Mario Franklin, III a/k/a Mario Franklin v. State of Mississippi

CourtCourt of Appeals of Mississippi
DecidedJanuary 5, 2021
Docket2019-KA-01133-COA
StatusPublished

This text of Mario Franklin, III a/k/a Mario Franklin v. State of Mississippi (Mario Franklin, III a/k/a Mario Franklin v. State of Mississippi) is published on Counsel Stack Legal Research, covering Court of Appeals of Mississippi primary law. Counsel Stack provides free access to over 12 million legal documents including statutes, case law, regulations, and constitutions.

Bluebook
Mario Franklin, III a/k/a Mario Franklin v. State of Mississippi, (Mich. Ct. App. 2021).

Opinion

IN THE COURT OF APPEALS OF THE STATE OF MISSISSIPPI

NO. 2019-KA-01133-COA

MARIO FRANKLIN, III A/K/A MARIO APPELLANT FRANKLIN

v.

STATE OF MISSISSIPPI APPELLEE

DATE OF JUDGMENT: 06/19/2019 TRIAL JUDGE: HON. STEVE S. RATCLIFF III COURT FROM WHICH APPEALED: MADISON COUNTY CIRCUIT COURT ATTORNEY FOR APPELLANT: KEVIN DALE CAMP ATTORNEYS FOR APPELLEE: OFFICE OF THE ATTORNEY GENERAL BY: ALICIA MARIE AINSWORTH META S. COPELAND ASHLEY LAUREN SULSER DISTRICT ATTORNEY: JOHN K. BRAMLETT JR. NATURE OF THE CASE: CRIMINAL - FELONY DISPOSITION: AFFIRMED - 01/05/2021 MOTION FOR REHEARING FILED: MANDATE ISSUED:

BEFORE WILSON, P.J., LAWRENCE AND McCARTY, JJ.

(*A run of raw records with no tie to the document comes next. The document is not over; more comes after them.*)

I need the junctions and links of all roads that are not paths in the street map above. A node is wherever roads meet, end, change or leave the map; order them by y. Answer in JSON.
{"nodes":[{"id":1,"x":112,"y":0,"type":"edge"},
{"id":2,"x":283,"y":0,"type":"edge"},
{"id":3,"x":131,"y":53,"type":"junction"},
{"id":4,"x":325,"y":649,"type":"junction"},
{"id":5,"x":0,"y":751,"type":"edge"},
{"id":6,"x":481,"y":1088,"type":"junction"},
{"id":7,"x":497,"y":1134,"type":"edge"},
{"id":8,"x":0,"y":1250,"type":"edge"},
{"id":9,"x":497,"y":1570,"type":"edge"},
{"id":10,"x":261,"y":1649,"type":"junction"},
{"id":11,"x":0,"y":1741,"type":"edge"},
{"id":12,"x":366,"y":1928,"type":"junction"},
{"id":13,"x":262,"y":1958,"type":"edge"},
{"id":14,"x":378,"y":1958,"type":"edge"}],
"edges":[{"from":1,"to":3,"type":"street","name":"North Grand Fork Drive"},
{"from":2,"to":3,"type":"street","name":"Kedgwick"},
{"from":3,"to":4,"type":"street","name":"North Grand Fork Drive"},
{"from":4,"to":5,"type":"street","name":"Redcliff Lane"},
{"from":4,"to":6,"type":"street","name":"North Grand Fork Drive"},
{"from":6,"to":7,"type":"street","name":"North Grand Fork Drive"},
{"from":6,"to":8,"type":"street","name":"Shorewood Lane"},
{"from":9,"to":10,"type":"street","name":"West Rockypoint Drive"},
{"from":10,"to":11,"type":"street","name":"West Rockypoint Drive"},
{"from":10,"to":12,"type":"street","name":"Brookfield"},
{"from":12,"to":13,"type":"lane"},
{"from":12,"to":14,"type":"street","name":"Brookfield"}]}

McCARTY, J., FOR THE COURT:

¶1. Police arrested Mario Franklin after a package of marijuana was delivered to his

girlfriend’s home. Following his trial on constructive possession, he was found guilty of

possessing a Schedule II drug with the intent to sell and distribute. Franklin was sentenced

to forty years in custody, with twenty years to serve in prison, followed by five years of post-

release supervision.

¶2. On appeal, Franklin argues that the State failed to establish a prima facie case of

constructive possession. He also insists the trial court erred in both denying his requested jury instruction and allowing incriminating pictures into evidence. Finding no error, we

affirm.

FACTS

¶3. While profiling incoming packages, a federal agent flagged a brown box that was en

route to Canton, Mississippi, from California. He noticed the recipient’s name, “E. Morris,”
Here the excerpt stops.